REQUIREMENT
Scan the records for the string "stream"; copy each line where it occurs.

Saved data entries
****************

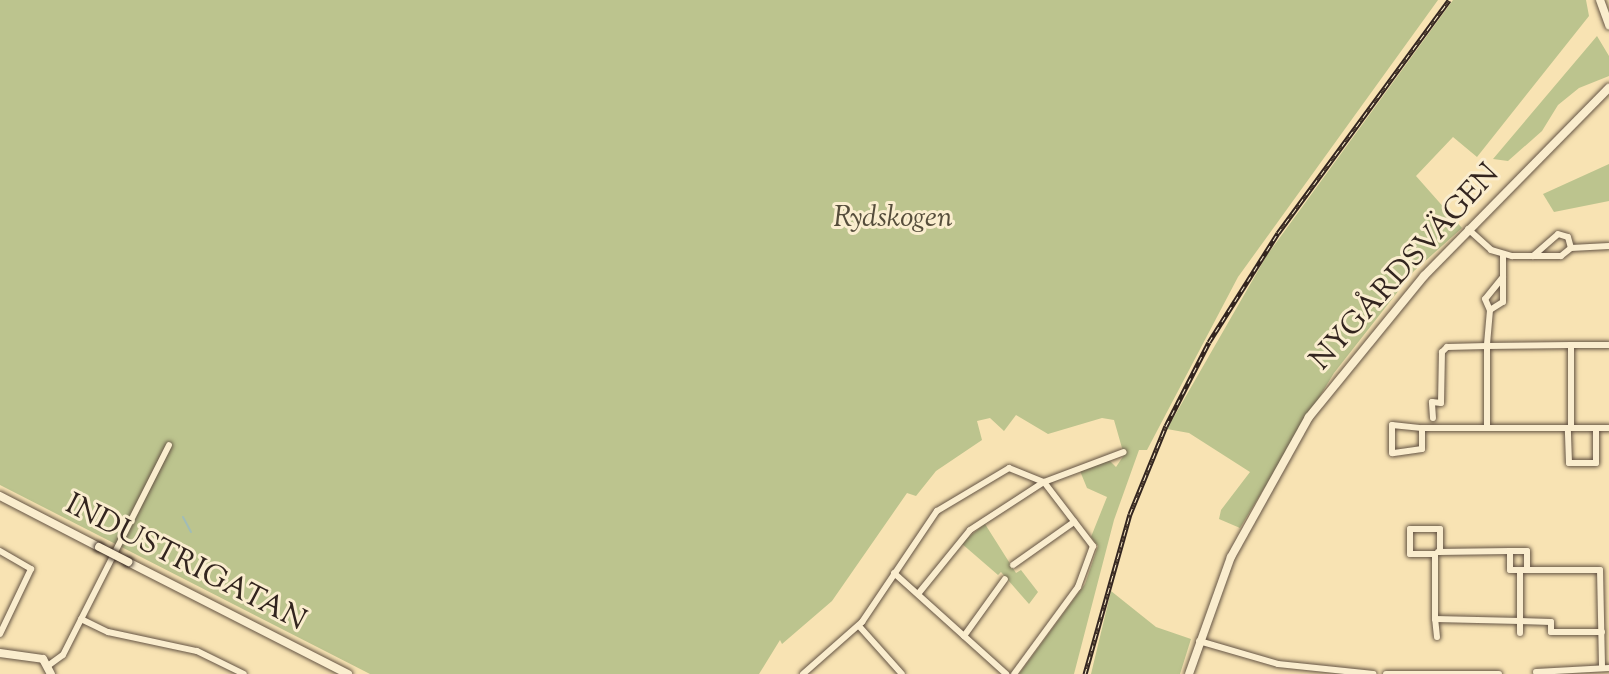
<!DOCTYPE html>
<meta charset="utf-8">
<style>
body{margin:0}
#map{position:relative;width:1609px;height:674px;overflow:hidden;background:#f8e3b3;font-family:"Sorts Mill Goudy",serif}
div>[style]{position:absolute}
.green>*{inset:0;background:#bcc48e}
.stream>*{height:2px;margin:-1px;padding:0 1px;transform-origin:1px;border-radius:1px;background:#a1bcb7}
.roads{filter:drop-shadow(0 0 2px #645444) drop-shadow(0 0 2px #645444)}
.street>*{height:6px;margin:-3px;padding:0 3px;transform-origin:3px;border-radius:3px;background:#faedce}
.secondary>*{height:8px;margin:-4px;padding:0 4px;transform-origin:4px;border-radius:4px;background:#faedce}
.rail>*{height:5px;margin-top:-2.5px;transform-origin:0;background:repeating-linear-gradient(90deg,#faedce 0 6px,#33251f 0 12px);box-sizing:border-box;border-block:2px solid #33251f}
.bridges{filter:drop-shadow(0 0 2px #33251f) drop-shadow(0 0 2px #33251f)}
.secondary-bridge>*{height:8px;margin:-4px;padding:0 4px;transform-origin:4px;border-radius:4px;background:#faedce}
span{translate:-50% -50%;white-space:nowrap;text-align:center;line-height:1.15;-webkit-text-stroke:6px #faedce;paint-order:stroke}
.park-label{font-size:30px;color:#554d3b;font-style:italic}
.street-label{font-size:30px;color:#33251f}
</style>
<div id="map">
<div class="green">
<i style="clip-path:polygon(0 0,1438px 0,1238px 277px,1147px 450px,1139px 450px,1114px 520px,1074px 674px,1019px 674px,1085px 584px,1098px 546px,1091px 537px,1107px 497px,1087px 488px,1080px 471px,1109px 460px,1116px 467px,1124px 455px,1114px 420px,1102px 418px,1048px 434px,1016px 415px,1004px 431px,990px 418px,977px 421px,982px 440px,936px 471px,916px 496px,907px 493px,832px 601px,782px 644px,780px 640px,759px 674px,370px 674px,0 485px)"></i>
<i style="clip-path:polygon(1453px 0,1586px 0,1589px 16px,1477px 157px,1453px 137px,1416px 176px,1462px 228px,1414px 271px,1334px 373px,1240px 528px,1219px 519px,1221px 510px,1250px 472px,1189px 433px,1167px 429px,1267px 255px)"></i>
<i style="clip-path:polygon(1597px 36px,1609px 56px,1609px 76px,1579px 88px,1558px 105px,1542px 131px,1508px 161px,1493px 159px)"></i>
<i style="clip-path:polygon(1609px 164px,1609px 201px,1554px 212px,1543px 194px)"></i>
<i style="clip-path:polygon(985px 524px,1016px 573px,1021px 570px,1038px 592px,1029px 604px,1001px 572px,998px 575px,961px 543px)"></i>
<i style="clip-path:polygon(1111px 591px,1156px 627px,1191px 639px,1180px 674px,1091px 674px)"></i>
</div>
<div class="stream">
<i style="left:183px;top:517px;width:17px;rotate:62deg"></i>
</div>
<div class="roads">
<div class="street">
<i style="left:1468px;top:229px;width:31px;rotate:42deg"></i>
<i style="left:1491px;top:250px;width:22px;rotate:16deg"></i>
<i style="left:1512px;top:256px;width:49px"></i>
<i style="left:1561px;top:256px;width:13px;rotate:-39deg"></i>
<i style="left:1571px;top:248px;width:38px;rotate:-3deg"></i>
<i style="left:1533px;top:256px;width:33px;rotate:-41deg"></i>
<i style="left:1558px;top:234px;width:10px;rotate:17deg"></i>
<i style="left:1568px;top:237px;width:11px;rotate:75deg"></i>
<i style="left:1503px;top:277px;width:28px;rotate:129deg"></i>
<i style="left:1485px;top:299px;width:12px;rotate:66deg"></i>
<i style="left:1490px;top:310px;width:15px;rotate:-32deg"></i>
<i style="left:1503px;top:302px;width:47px;rotate:-90deg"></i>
<i style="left:1490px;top:310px;width:36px;rotate:95deg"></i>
<i style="left:1487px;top:346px;width:84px;rotate:-0.7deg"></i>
<i style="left:1571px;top:345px;width:83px;rotate:90deg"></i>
<i style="left:1571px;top:428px;width:25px"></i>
<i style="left:1596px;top:428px;width:35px;rotate:90deg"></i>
<i style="left:1596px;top:463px;width:27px;rotate:180deg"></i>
<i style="left:1569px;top:463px;width:35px;rotate:-92deg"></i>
<i style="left:1571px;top:345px;width:38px"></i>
<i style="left:1433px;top:418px;width:16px;rotate:-94deg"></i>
<i style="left:1432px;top:402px;width:9px;rotate:6deg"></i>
<i style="left:1441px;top:403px;width:51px;rotate:-88.9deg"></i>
<i style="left:1442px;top:352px;width:7px;rotate:-45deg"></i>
<i style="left:1447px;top:347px;width:40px;rotate:-1.4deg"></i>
<i style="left:1487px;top:346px;width:82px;rotate:90deg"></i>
<i style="left:1392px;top:425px;width:30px;rotate:6deg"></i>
<i style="left:1422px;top:428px;width:21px;rotate:90deg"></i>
<i style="left:1422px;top:449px;width:30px;rotate:172deg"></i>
<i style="left:1392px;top:453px;width:28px;rotate:-90deg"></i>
<i style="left:1422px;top:428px;width:148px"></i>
<i style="left:1596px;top:428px;width:13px"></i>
<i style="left:0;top:551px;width:36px;rotate:30deg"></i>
<i style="left:31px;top:569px;width:72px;rotate:115.5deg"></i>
<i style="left:1438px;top:552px;width:72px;rotate:-0.8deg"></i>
<i style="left:1013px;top:565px;width:75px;rotate:-35.2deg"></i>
<i style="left:1520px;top:570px;width:7px"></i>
<i style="left:1527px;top:570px;width:19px;rotate:-90deg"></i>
<i style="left:1527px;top:551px;width:17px;rotate:180deg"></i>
<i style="left:1510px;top:551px;width:19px;rotate:90deg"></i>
<i style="left:1510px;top:570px;width:10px"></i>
<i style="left:1520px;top:570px;width:51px;rotate:90deg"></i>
<i style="left:1520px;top:621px;width:31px;rotate:2deg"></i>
<i style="left:1551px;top:622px;width:10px;rotate:90deg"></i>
<i style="left:1551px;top:632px;width:51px"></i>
<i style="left:1527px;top:570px;width:73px"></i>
<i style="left:1600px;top:570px;width:98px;rotate:88.8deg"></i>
<i style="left:894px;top:573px;width:151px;rotate:42deg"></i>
<i style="left:918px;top:594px;width:82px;rotate:-50.9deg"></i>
<i style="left:970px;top:530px;width:88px;rotate:-33deg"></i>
<i style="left:1044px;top:482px;width:85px;rotate:-20.6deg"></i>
<i style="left:81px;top:619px;width:30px;rotate:26deg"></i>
<i style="left:108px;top:632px;width:91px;rotate:12.1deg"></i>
<i style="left:197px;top:651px;width:52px;rotate:26.1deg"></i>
<i style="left:1435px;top:619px;width:65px;rotate:-90deg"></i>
<i style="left:1435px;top:554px;width:25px;rotate:180deg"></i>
<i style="left:1410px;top:554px;width:25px;rotate:-90deg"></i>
<i style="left:1410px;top:529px;width:30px"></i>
<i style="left:1440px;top:529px;width:22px;rotate:90deg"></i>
<i style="left:859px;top:626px;width:64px;rotate:48.1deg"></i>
<i style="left:964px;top:636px;width:70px;rotate:-54.3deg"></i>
<i style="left:1437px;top:637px;width:18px;rotate:-96deg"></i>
<i style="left:1435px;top:619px;width:85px;rotate:1.3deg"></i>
<i style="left:1520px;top:621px;width:12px;rotate:90deg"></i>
<i style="left:1199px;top:641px;width:82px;rotate:16.2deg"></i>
<i style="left:1278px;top:664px;width:96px;rotate:6deg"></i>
<i style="left:49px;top:665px;width:17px;rotate:-36deg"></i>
<i style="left:63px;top:655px;width:235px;rotate:-63.2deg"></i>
<i style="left:1536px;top:672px;width:73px;rotate:-3.1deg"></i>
<i style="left:803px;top:674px;width:79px;rotate:-41.4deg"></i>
<i style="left:862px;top:622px;width:134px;rotate:-56deg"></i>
<i style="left:937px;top:511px;width:84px;rotate:-30.8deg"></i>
<i style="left:1009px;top:468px;width:38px;rotate:22deg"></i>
<i style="left:1044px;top:482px;width:81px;rotate:52.6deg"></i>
<i style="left:1093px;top:546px;width:44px;rotate:110.1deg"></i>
<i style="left:1078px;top:587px;width:108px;rotate:126.3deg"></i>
<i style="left:1386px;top:674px;width:113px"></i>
</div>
<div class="secondary">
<i style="left:1600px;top:0;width:27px;rotate:70deg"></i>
<i style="left:0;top:496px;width:111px;rotate:27.3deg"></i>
<i style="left:128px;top:562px;width:247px;rotate:27deg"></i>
<i style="left:0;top:653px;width:43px;rotate:7.9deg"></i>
<i style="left:43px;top:659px;width:17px;rotate:62deg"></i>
<i style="left:1189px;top:674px;width:124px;rotate:-70.3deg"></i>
<i style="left:1231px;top:557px;width:160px;rotate:-60.9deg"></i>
<i style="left:1309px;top:417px;width:182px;rotate:-50.8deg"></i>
<i style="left:1424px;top:276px;width:264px;rotate:-45.5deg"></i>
</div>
</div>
<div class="rail">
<i style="left:1085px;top:674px;width:166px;rotate:-74.3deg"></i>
<i style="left:1130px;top:514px;width:95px;rotate:-67.8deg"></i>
<i style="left:1166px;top:426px;width:94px;rotate:-62.9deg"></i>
<i style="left:1209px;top:342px;width:129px;rotate:-57.7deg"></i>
<i style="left:1278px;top:233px;width:289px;rotate:-53.7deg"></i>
</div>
<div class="bridges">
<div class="secondary-bridge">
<i style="left:99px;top:547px;width:33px;rotate:27deg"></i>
</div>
</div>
<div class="park-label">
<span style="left:893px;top:219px">Rydskogen</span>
</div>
<div class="street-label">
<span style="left:1406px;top:268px;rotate:-48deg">NYGÅRDSVÄGEN</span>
<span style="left:185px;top:564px;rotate:27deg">INDUSTRIGATAN</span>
</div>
</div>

****************

ANSWER
.stream>*{height:2px;margin:-1px;padding:0 1px;transform-origin:1px;border-radius:1px;background:#a1bcb7}
<div class="stream">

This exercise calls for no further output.